* [RECORDED DATA]:

---*---

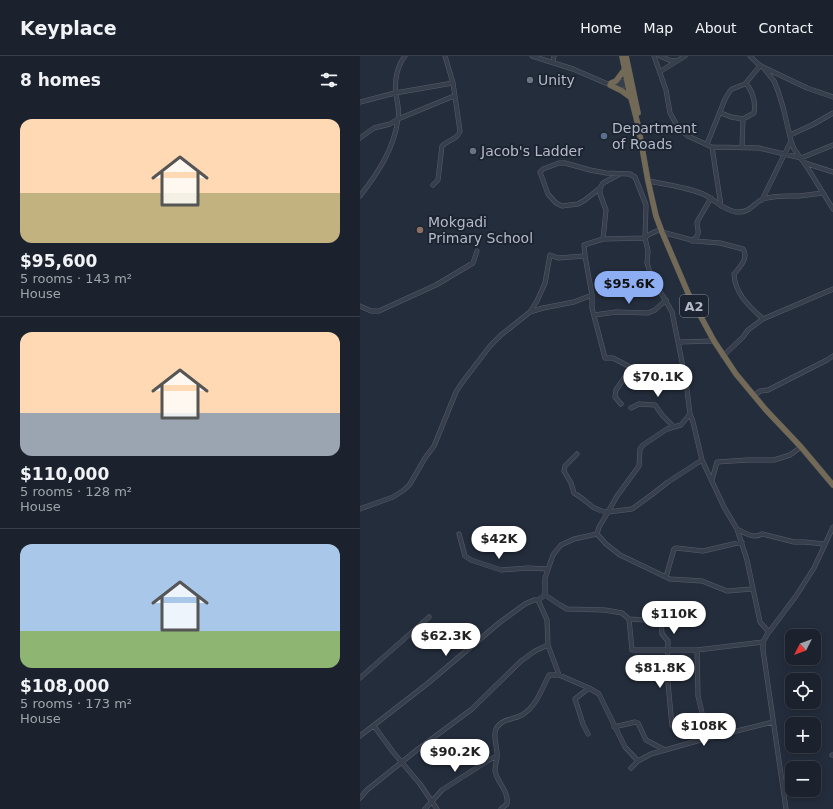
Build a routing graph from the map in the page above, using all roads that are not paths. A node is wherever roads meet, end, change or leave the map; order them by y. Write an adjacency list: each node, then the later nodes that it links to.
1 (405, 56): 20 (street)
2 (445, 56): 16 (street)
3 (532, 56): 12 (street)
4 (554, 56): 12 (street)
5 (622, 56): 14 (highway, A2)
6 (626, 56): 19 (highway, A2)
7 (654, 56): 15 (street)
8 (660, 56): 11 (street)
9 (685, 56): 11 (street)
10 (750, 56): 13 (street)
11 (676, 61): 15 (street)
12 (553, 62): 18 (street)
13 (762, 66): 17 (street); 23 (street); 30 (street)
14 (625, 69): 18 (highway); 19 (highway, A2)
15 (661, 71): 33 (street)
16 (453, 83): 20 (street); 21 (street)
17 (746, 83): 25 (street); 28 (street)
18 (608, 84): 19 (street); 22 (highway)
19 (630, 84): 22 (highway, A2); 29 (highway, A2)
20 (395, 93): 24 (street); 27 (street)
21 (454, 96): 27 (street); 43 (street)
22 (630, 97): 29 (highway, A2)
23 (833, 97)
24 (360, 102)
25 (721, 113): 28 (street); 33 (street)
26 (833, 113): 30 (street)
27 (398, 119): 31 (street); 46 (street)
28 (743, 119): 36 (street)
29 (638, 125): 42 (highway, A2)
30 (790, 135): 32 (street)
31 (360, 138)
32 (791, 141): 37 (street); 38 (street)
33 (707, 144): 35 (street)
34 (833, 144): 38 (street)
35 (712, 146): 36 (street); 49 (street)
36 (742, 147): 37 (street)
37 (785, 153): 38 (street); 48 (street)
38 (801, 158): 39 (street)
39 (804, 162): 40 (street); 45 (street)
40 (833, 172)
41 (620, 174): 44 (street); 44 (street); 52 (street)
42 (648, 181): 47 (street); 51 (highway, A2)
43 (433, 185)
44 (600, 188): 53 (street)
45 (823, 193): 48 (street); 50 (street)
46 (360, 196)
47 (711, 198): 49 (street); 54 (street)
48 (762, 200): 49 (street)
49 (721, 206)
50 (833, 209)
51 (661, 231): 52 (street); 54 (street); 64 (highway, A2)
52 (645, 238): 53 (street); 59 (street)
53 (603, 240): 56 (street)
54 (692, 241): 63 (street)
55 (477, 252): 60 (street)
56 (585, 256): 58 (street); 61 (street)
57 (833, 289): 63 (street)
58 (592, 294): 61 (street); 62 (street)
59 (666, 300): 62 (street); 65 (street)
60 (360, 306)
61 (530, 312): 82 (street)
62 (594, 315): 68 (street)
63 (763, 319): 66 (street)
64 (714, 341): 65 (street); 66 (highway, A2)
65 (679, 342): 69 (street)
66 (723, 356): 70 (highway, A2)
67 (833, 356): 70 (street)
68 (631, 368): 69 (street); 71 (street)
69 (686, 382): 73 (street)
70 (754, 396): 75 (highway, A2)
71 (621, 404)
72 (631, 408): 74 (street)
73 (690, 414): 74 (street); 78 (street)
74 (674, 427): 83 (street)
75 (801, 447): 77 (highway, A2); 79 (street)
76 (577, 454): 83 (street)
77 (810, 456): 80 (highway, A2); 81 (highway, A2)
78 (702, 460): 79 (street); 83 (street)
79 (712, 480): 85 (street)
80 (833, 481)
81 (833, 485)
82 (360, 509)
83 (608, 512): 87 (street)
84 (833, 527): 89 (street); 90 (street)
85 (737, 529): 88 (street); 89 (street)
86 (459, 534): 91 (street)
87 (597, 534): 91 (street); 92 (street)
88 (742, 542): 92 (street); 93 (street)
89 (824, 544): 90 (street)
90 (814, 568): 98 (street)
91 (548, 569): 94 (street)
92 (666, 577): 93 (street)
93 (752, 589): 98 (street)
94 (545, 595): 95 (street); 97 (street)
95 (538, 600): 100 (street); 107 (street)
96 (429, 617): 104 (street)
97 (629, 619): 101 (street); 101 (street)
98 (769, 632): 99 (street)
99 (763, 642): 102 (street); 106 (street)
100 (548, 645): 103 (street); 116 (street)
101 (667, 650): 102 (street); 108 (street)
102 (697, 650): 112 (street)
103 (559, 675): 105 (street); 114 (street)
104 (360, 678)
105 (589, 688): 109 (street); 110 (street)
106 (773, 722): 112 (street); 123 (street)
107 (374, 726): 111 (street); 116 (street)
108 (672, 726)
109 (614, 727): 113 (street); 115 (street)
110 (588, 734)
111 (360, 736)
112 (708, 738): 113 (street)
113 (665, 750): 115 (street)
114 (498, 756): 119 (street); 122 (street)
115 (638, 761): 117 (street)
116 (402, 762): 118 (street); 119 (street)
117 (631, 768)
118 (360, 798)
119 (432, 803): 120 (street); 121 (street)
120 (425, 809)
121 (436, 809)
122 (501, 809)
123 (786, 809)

---*---

* [EXERCISE AIM]: Transcribe all entries above exactly. Omit the pictures.

* [TASK RESULT]:
Build a routing graph from the map in the page above, using all roads that are not paths. A node is wherever roads meet, end, change or leave the map; order them by y. Write an adjacency list: each node, then the later nodes that it links to.
1 (405, 56): 20 (street)
2 (445, 56): 16 (street)
3 (532, 56): 12 (street)
4 (554, 56): 12 (street)
5 (622, 56): 14 (highway, A2)
6 (626, 56): 19 (highway, A2)
7 (654, 56): 15 (street)
8 (660, 56): 11 (street)
9 (685, 56): 11 (street)
10 (750, 56): 13 (street)
11 (676, 61): 15 (street)
12 (553, 62): 18 (street)
13 (762, 66): 17 (street); 23 (street); 30 (street)
14 (625, 69): 18 (highway); 19 (highway, A2)
15 (661, 71): 33 (street)
16 (453, 83): 20 (street); 21 (street)
17 (746, 83): 25 (street); 28 (street)
18 (608, 84): 19 (street); 22 (highway)
19 (630, 84): 22 (highway, A2); 29 (highway, A2)
20 (395, 93): 24 (street); 27 (street)
21 (454, 96): 27 (street); 43 (street)
22 (630, 97): 29 (highway, A2)
23 (833, 97)
24 (360, 102)
25 (721, 113): 28 (street); 33 (street)
26 (833, 113): 30 (street)
27 (398, 119): 31 (street); 46 (street)
28 (743, 119): 36 (street)
29 (638, 125): 42 (highway, A2)
30 (790, 135): 32 (street)
31 (360, 138)
32 (791, 141): 37 (street); 38 (street)
33 (707, 144): 35 (street)
34 (833, 144): 38 (street)
35 (712, 146): 36 (street); 49 (street)
36 (742, 147): 37 (street)
37 (785, 153): 38 (street); 48 (street)
38 (801, 158): 39 (street)
39 (804, 162): 40 (street); 45 (street)
40 (833, 172)
41 (620, 174): 44 (street); 44 (street); 52 (street)
42 (648, 181): 47 (street); 51 (highway, A2)
43 (433, 185)
44 (600, 188): 53 (street)
45 (823, 193): 48 (street); 50 (street)
46 (360, 196)
47 (711, 198): 49 (street); 54 (street)
48 (762, 200): 49 (street)
49 (721, 206)
50 (833, 209)
51 (661, 231): 52 (street); 54 (street); 64 (highway, A2)
52 (645, 238): 53 (street); 59 (street)
53 (603, 240): 56 (street)
54 (692, 241): 63 (street)
55 (477, 252): 60 (street)
56 (585, 256): 58 (street); 61 (street)
57 (833, 289): 63 (street)
58 (592, 294): 61 (street); 62 (street)
59 (666, 300): 62 (street); 65 (street)
60 (360, 306)
61 (530, 312): 82 (street)
62 (594, 315): 68 (street)
63 (763, 319): 66 (street)
64 (714, 341): 65 (street); 66 (highway, A2)
65 (679, 342): 69 (street)
66 (723, 356): 70 (highway, A2)
67 (833, 356): 70 (street)
68 (631, 368): 69 (street); 71 (street)
69 (686, 382): 73 (street)
70 (754, 396): 75 (highway, A2)
71 (621, 404)
72 (631, 408): 74 (street)
73 (690, 414): 74 (street); 78 (street)
74 (674, 427): 83 (street)
75 (801, 447): 77 (highway, A2); 79 (street)
76 (577, 454): 83 (street)
77 (810, 456): 80 (highway, A2); 81 (highway, A2)
78 (702, 460): 79 (street); 83 (street)
79 (712, 480): 85 (street)
80 (833, 481)
81 (833, 485)
82 (360, 509)
83 (608, 512): 87 (street)
84 (833, 527): 89 (street); 90 (street)
85 (737, 529): 88 (street); 89 (street)
86 (459, 534): 91 (street)
87 (597, 534): 91 (street); 92 (street)
88 (742, 542): 92 (street); 93 (street)
89 (824, 544): 90 (street)
90 (814, 568): 98 (street)
91 (548, 569): 94 (street)
92 (666, 577): 93 (street)
93 (752, 589): 98 (street)
94 (545, 595): 95 (street); 97 (street)
95 (538, 600): 100 (street); 107 (street)
96 (429, 617): 104 (street)
97 (629, 619): 101 (street); 101 (street)
98 (769, 632): 99 (street)
99 (763, 642): 102 (street); 106 (street)
100 (548, 645): 103 (street); 116 (street)
101 (667, 650): 102 (street); 108 (street)
102 (697, 650): 112 (street)
103 (559, 675): 105 (street); 114 (street)
104 (360, 678)
105 (589, 688): 109 (street); 110 (street)
106 (773, 722): 112 (street); 123 (street)
107 (374, 726): 111 (street); 116 (street)
108 (672, 726)
109 (614, 727): 113 (street); 115 (street)
110 (588, 734)
111 (360, 736)
112 (708, 738): 113 (street)
113 (665, 750): 115 (street)
114 (498, 756): 119 (street); 122 (street)
115 (638, 761): 117 (street)
116 (402, 762): 118 (street); 119 (street)
117 (631, 768)
118 (360, 798)
119 (432, 803): 120 (street); 121 (street)
120 (425, 809)
121 (436, 809)
122 (501, 809)
123 (786, 809)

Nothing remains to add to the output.